Whether ye be a python-head also learning the ropes of the fastest-growing front-end programming language, a web developer-in-training honing skill in markup languages, or just a student starting down a path to a bachelor's in CS, IS or IT, this blog will likely come to a point where our interests will be mutual.

From Server to Servers
I guess I should start with the name then, since that's probably the first breadcrumb on your path to this page. I am a server, a waiter of tables if you will, at a fine dining restaurant outside of Baltimore. I have been working as a server for close to six years now, and have also worked behind the bar, ran bar service for weddings, and managed the floor during dinner services across a few wonderful Maryland locations.

It was my home industry, so to speak, before I had piqued any interest in the field of software programming and information sciences. Truth be told, it was all I knew from the time of my angst-ridden and less productive teenage years. I thought I had found a home in the catering industry until I began to see the jaded attitudes and bad habits that so many of my coworkers, even my peers as young as me, were adopting and acquiring. I learned pretty quickly that this was no industry to live your life, not for its entirety at least, anyway. There was plenty to love and to be enchanted by in the first years of my experience, don't get me wrong. I loved the controlled chaos of a scratch kitchen and the beautiful presentations of fifty, sixty, seventy dollar entrees. Beautiful steaks and awesome cocktail ideas, all there to be appreciated, enjoyed and profited upon. It's fun and it's wild, but it's hardly a 9-to-5 that will support my American Nuclear Family.


In To the Heart of Darkness
I knew I had a knack for things... maybe I didn't have the greatest confidence of self, but that was a problem entirely unto itself. It wasn't until I met a guest at work who works in IT and began encouraging me in to talking about my ambitions, and being the Chatty Cathy that I tend to turn in to with any guest interesting enough to engage me in a conversation about anything except the logo on my uniform, I unloaded my entire life story on this kind and patient customer. He then told me I had everything I needed to be a great programmer, regardless of having never written a line of code in my life. He said it's not about some proficiency in an alien robot-language. Well, yes, that's going to have to be built over time. But to want to do something and get better at it, and to have the problem-solving skills earned in so many other arenas in life, these are what made the soil ripe for a mind in Computer Science. We didn't have much of a chance to engage further, but it was the spark that eventually got enough nerve out of me to return to my local community college, find the first counselor that would have me, and unload yet again my life story, looking for guidance.
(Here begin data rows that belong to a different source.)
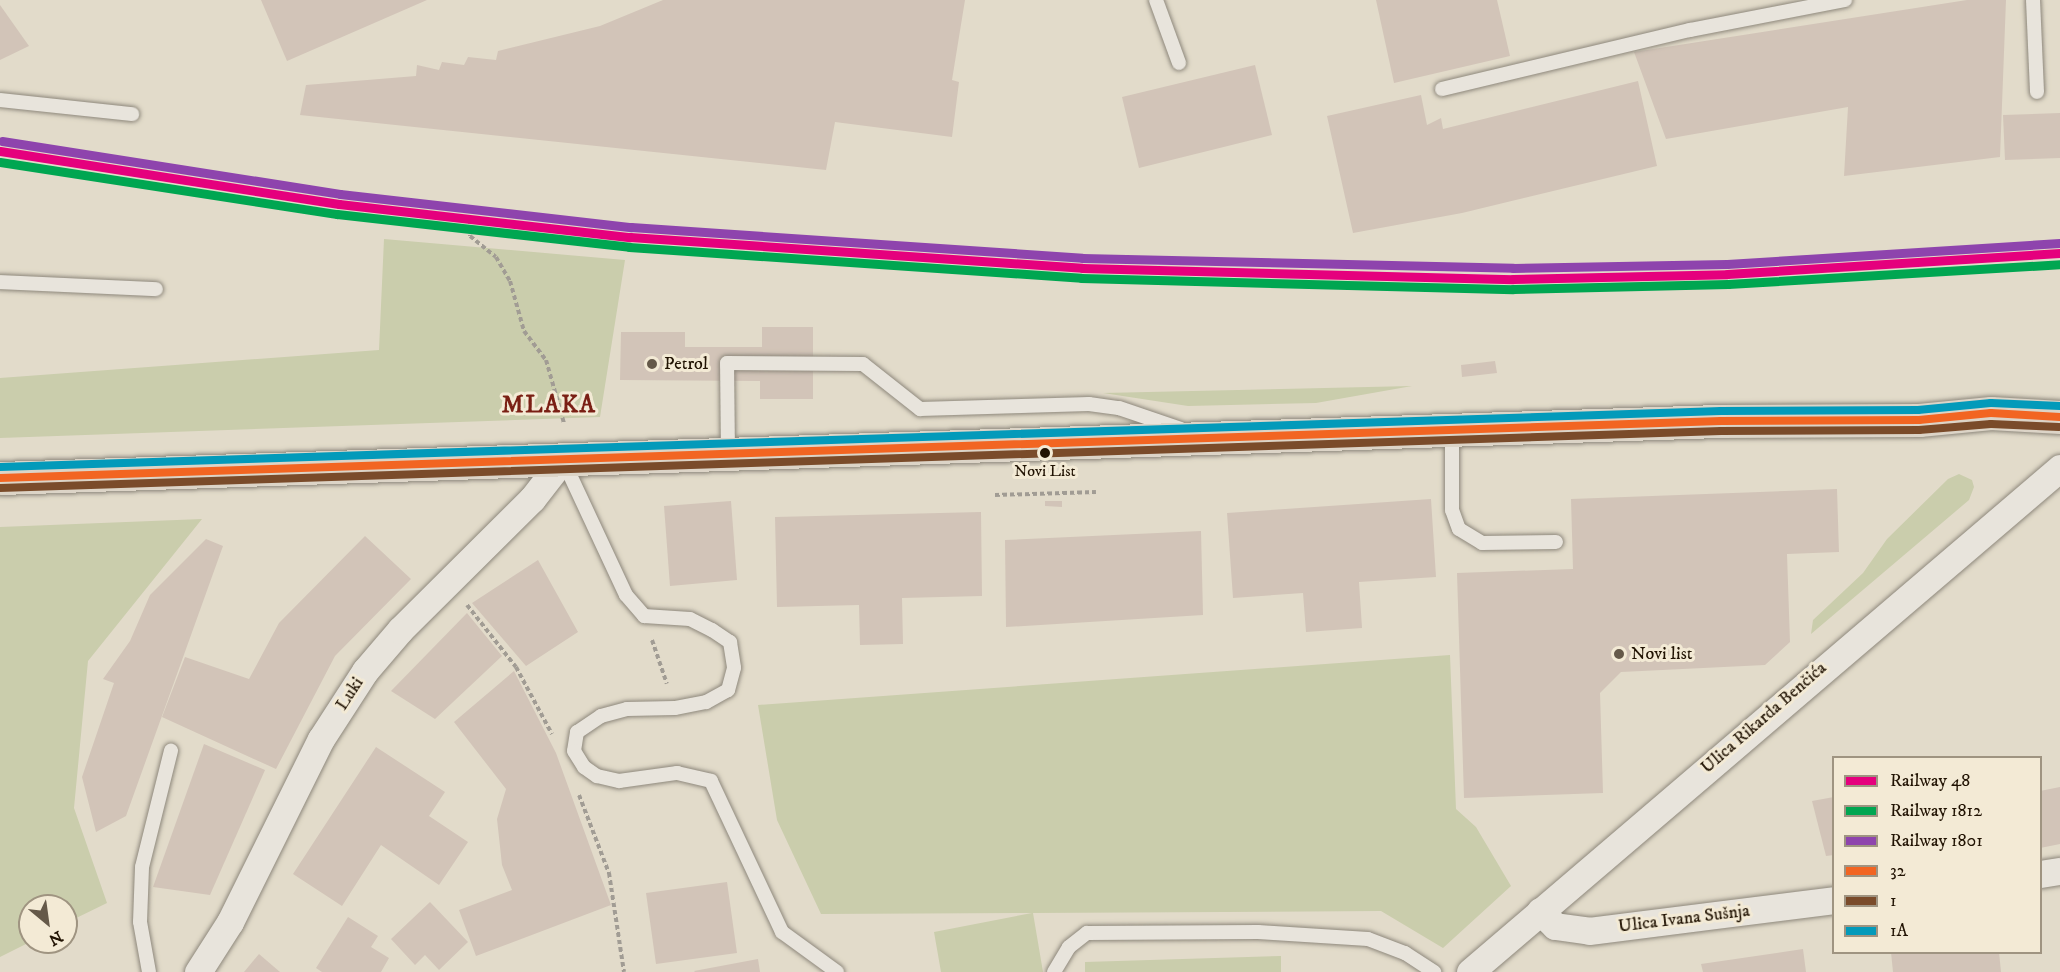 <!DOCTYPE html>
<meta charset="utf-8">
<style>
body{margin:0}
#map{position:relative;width:2060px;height:972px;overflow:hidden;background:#e2dbca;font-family:"IM FELL DW Pica",serif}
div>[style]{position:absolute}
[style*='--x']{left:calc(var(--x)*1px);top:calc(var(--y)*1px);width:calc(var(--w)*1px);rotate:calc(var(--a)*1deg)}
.green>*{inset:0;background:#cacdac}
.building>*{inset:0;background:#d2c4b8}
.path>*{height:4px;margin-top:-2px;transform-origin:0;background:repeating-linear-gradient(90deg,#a19c94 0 4.5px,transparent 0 7.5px)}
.roads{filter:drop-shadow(0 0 2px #8e887c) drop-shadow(0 0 2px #8e887c)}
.lane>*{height:14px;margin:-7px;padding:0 7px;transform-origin:7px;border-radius:7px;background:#e8e4dc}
.street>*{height:27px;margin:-13.5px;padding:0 13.5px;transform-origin:13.5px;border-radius:13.5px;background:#e8e4dc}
.primary>*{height:33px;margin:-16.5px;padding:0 16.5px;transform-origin:16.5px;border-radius:16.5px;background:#dcd4c7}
.bus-1>*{height:8px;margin:-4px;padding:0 4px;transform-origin:4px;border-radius:4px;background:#f26522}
.bus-2>*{height:8px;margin:-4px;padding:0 4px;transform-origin:4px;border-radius:4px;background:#7a4b2a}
.bus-3>*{height:8px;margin:-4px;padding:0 4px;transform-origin:4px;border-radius:4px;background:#039aba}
.rail-1>*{height:9px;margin:-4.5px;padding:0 4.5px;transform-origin:4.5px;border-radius:4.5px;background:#e5007d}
.rail-2>*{height:9px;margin:-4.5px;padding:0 4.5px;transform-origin:4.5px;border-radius:4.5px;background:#00a651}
.rail-3>*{height:9px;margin:-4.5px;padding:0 4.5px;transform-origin:4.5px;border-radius:4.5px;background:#8e44ad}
.dots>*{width:16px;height:16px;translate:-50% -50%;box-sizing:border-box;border:3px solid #f3ead5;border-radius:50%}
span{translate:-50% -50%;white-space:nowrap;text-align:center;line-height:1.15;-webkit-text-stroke:6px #f3ead5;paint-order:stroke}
.bus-label{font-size:16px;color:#211303}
.poi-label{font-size:18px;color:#211303}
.left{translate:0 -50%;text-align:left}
.street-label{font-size:18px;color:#211303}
.district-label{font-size:24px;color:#7a1f14;font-weight:700;letter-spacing:1.5px}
.legend{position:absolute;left:1832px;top:756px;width:210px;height:198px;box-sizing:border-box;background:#f3ead5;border:2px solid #9f9481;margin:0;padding:8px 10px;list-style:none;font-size:18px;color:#211303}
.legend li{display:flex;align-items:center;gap:12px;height:30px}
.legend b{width:30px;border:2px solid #9f9481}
.north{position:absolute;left:18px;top:894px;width:60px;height:60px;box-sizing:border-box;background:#f3ead5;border:2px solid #9f9481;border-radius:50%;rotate:151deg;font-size:16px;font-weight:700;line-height:24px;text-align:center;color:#211303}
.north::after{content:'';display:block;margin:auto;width:21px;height:27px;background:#655949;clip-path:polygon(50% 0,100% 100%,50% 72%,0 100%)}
</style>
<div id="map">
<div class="green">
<div style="clip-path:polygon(384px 239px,625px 260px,600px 417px,0 438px,0 378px,379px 350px)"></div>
<div style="clip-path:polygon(1412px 386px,1316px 403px,1188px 406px,1103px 393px)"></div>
<div style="clip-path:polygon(1959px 474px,1972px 480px,1974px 487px,1969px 500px,1811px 634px,1813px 620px,1863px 573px,1887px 539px,1948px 479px)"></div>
<div style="clip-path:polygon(202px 519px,88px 661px,74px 808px,107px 903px,66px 923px,66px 906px,30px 906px,30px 942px,0 957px,0 527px)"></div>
<div style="clip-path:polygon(1450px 655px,1456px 809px,1476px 827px,1511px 886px,1443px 948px,1381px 911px,1033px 913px,1043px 972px,941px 972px,934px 932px,1032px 913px,821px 914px,777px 820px,758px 705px)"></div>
<div style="clip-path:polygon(1281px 956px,1281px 972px,1085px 972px,1085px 962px)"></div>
</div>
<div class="building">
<div style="clip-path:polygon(261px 0,427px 0,287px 61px)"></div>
<div style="clip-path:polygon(663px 0,965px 0,952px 80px,959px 82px,952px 137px,835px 122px,826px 170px,300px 115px,306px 85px,416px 76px,417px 65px,439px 70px,442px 62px,464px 65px,468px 57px,496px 60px,498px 51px,600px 26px)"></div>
<div style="clip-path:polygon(1376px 0,1497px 0,1510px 56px,1394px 83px)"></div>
<div style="clip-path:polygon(1967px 0,2006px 0,2000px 157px,1844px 176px,1848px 107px,1666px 139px,1634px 52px)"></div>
<div style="clip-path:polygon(0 5px,29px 46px,0 60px)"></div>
<div style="clip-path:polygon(1255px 65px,1272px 135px,1139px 168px,1122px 97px)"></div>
<div style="clip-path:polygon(1638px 81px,1657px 166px,1462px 213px,1353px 233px,1327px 116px,1421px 95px,1427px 125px,1441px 118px,1443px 129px)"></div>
<div style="clip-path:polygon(2060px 113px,2060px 158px,2005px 160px,2003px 115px)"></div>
<div style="clip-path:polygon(762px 327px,813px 327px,813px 399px,760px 399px,760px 381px,620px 380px,621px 332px,685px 332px,685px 347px,762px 347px)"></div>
<div style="clip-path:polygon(1495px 361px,1497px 373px,1462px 377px,1461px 365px)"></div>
<div style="clip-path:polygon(1837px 489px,1839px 552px,1787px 554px,1790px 642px,1765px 665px,1621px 672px,1600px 693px,1603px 793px,1464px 798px,1457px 573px,1573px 569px,1571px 499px)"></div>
<div style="clip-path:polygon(1431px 499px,1436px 577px,1359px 582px,1362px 628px,1306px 632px,1303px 593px,1233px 598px,1227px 513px)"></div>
<div style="clip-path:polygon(731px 501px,737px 580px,670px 586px,664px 506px)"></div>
<div style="clip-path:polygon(1045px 501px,1062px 501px,1062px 507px,1045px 506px)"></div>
<div style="clip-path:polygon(981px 512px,982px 596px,902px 598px,903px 644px,860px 645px,859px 605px,777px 607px,775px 517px)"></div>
<div style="clip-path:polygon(1201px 531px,1203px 615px,1006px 627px,1005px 540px)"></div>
<div style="clip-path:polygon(365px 536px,411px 579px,335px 656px,276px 769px,162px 717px,185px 657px,249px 679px,279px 623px)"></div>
<div style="clip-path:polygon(206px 539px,223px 546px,126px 816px,96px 832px,82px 777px,114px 683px,103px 679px,130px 641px,150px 595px)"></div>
<div style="clip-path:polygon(538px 560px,578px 632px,526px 666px,472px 603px)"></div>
<div style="clip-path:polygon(467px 613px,502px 656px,435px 719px,391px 691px)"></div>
<div style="clip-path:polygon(514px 671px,556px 753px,611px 905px,476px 956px,459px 910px,512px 890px,502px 865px,497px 819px,506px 789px,454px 722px)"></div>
<div style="clip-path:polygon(204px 744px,265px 770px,210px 895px,153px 887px)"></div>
<div style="clip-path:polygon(376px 747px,445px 792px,429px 816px,468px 842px,439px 885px,381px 845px,342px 906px,293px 874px)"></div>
<div style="clip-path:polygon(2060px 787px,2060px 844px,2040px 848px,2040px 791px)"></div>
<div style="clip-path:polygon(1834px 797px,1834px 855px,1826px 856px,1812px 801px)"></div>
<div style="clip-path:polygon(727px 882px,737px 953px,656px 964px,646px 893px)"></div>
<div style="clip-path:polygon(430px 902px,468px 942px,439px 970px,425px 955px,415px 965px,391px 939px)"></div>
<div style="clip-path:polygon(348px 917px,378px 936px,371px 947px,389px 958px,381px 972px,322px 972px,316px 968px)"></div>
<div style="clip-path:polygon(1803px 949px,1806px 972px,1703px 972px,1701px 964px)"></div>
<div style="clip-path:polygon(1891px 952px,1999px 952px,2001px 972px,1893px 972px)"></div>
<div style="clip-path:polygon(259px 954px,280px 972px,244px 972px)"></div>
<div style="clip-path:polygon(758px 959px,760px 972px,695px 972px,694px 971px)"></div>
</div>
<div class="path">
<div style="--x:470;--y:220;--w:16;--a:90"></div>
<div style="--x:470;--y:236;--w:33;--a:39"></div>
<div style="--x:496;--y:257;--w:28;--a:60"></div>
<div style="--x:510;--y:281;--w:52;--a:74.4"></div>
<div style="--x:524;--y:331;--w:36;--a:53"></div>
<div style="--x:546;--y:360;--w:66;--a:74.1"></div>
<div style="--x:995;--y:495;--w:101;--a:-1.7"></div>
<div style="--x:467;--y:605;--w:79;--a:51.7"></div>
<div style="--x:516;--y:667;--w:76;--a:61.8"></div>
<div style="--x:652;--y:640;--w:46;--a:71.2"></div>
<div style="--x:579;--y:795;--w:84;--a:69"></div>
<div style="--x:609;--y:873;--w:100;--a:81.4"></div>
</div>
<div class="roads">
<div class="lane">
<div style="--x:1156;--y:0;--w:67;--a:69.9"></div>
<div style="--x:2033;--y:0;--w:92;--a:87.5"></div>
<div style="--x:1442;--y:89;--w:255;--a:-13.4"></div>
<div style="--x:1690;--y:30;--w:158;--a:-11"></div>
<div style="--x:0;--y:100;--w:133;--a:6.1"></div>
<div style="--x:0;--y:282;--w:156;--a:2.6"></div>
<div style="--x:1452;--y:429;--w:81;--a:90"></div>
<div style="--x:1452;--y:510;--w:20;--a:70"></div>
<div style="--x:1459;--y:529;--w:27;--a:31"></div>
<div style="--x:1482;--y:543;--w:74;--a:-0.8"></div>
<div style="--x:728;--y:455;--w:92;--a:-90.6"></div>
<div style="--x:727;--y:363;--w:136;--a:0.4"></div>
<div style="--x:863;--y:364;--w:73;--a:38.3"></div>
<div style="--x:920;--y:409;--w:169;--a:-1.7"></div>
<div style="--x:1089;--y:404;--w:30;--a:8"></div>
<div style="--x:1119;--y:408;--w:65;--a:18.7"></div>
<div style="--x:563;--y:460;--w:149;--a:65"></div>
<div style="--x:626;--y:595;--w:28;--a:49"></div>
<div style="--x:644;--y:616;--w:46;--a:3.7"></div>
<div style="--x:690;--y:619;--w:25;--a:27"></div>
<div style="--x:712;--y:630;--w:22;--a:34"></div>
<div style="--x:730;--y:642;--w:26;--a:81"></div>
<div style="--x:734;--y:668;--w:23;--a:105"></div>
<div style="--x:728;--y:690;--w:25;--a:151"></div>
<div style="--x:706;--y:702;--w:32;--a:169"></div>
<div style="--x:675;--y:708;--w:48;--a:178.8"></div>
<div style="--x:627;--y:709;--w:27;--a:165"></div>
<div style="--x:601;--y:716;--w:29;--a:146"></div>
<div style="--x:577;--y:732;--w:19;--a:99"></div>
<div style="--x:574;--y:751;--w:19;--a:58"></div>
<div style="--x:584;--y:767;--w:16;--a:35"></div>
<div style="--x:597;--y:776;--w:23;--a:13"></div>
<div style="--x:619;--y:781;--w:59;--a:-7.9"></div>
<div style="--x:677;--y:773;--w:35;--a:13"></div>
<div style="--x:711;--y:781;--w:167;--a:64.8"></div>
<div style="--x:782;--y:932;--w:68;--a:36"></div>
<div style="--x:149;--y:972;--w:51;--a:-100.2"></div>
<div style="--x:140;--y:922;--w:55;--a:-87.9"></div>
<div style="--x:142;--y:867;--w:120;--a:-76"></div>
<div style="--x:1054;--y:972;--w:29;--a:-59"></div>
<div style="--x:1069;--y:947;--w:23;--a:-38"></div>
<div style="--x:1087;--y:933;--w:171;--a:-0.3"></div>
<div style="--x:1258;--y:932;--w:110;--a:3.6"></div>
<div style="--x:1368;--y:939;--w:40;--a:21"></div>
<div style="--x:1405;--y:953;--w:35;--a:33"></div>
</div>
<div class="street">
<div style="--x:2040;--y:874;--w:20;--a:-9"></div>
<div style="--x:1540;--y:911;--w:21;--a:45"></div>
<div style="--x:1555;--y:926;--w:34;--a:8"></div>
<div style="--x:1589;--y:931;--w:247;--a:-7.2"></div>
<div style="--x:198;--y:972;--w:59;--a:-57.4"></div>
<div style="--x:230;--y:922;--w:204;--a:-63.6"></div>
<div style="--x:321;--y:739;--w:81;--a:-57.1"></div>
<div style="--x:365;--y:671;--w:54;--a:-49.5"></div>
<div style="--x:400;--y:630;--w:186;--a:-44.8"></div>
<div style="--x:532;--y:499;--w:51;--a:-52.2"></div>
<div style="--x:1470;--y:972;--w:776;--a:-40.51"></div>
</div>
<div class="primary">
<div style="--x:0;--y:478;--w:1722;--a:-1.9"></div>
<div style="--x:1721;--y:421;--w:198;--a:-0.3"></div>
<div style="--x:1919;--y:420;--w:72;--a:-5.6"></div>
<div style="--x:1991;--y:413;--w:69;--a:3.3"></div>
</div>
</div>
<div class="bus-1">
<div style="--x:0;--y:478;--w:1722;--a:-1.9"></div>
<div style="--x:1721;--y:421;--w:198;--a:-0.3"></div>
<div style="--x:1919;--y:420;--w:72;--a:-5.6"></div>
<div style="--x:1991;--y:413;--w:69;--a:3.3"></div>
</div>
<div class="bus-2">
<div style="--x:0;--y:488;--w:1722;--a:-1.9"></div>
<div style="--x:1721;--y:431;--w:198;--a:-0.3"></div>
<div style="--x:1919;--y:430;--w:72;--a:-4.8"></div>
<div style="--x:1991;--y:424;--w:68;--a:2.5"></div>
</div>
<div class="bus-3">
<div style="--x:0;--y:467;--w:1722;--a:-1.86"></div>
<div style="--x:1721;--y:411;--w:197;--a:-0.3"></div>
<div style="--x:1918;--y:410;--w:73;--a:-5.5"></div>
<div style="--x:1991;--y:403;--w:69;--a:2.5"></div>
</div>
<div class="rail-1">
<div style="--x:0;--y:151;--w:343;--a:8.9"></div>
<div style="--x:339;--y:204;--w:293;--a:6.5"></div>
<div style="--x:630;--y:237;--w:453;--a:3.9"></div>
<div style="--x:1082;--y:268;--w:431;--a:1.5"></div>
<div style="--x:1513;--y:279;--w:214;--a:-1.3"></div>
<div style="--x:1727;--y:274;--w:334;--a:-3.6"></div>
</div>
<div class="rail-2">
<div style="--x:0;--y:162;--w:341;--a:8.8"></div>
<div style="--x:337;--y:214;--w:294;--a:6.4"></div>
<div style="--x:629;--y:247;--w:453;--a:3.9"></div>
<div style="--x:1081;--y:278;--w:432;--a:1.5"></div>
<div style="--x:1513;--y:289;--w:215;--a:-1.3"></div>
<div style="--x:1728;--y:284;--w:333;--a:-3.4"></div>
</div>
<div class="rail-3">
<div style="--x:2;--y:141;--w:342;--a:8.9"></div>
<div style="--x:340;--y:194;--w:293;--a:6.5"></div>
<div style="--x:631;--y:227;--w:452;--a:3.9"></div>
<div style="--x:1082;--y:258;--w:431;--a:1.3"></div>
<div style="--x:1513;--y:268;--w:214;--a:-1.1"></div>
<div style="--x:1727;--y:264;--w:333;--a:-3.6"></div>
</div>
<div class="dots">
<div style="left:652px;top:364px;background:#655949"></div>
<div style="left:1045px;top:453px;background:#211303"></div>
<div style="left:1619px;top:654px;background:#655949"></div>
</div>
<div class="bus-label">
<span style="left:1045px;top:471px">Novi List</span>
</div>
<div class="poi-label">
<span class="left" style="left:664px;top:364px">Petrol</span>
<span class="left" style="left:1631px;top:654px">Novi list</span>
</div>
<div class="street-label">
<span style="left:350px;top:694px;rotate:-57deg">Luki</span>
<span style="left:1764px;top:718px;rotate:-41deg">Ulica Rikarda Benčića</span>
<span style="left:1684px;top:919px;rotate:-7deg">Ulica Ivana Sušnja</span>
</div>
<div class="district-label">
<span style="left:549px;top:406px">MLAKA</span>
</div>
<ul class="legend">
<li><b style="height:8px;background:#e5007d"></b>Railway 48</li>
<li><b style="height:8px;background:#00a651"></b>Railway 1812</li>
<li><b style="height:8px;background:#8e44ad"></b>Railway 1801</li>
<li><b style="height:8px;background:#f26522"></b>32</li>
<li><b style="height:8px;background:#7a4b2a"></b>1</li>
<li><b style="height:8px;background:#039aba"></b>1A</li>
</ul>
<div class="north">N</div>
</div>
The rest, as they say, is history...

A few semesters of cramming in credits to make up for lost time passed, a very shaky proficiency in Java programming learned, and I have just returned home from my orientation at University of Maryland - Baltimore County (UMBC) to finish up a BS in Information Systems (that's the plan for now, anyway). I have since shifted my goals toward a Web Development path - so, a major focus on the hottest front-end languages like Python and jS is mandatory, however I also need to do some backtracking and begin a path of mastery for web design languages like HTML5 and CSS.

While I hope to have a certain depth of proficiency in those four areas by this coming Summer (around May 2019), it will be a battle of inches and my skills in time management will be the deciding factor on whether I can achieve this goal in such a relatively short time frame, focusing all of my attention on building these skills.

I plan to keep this updated regularly as I work with each of those four programming languages. Perhaps, on a weekly-report basis of regularity. This is my first blog of any kind, so bear with me here!

This is the story of a waiter who wanted more.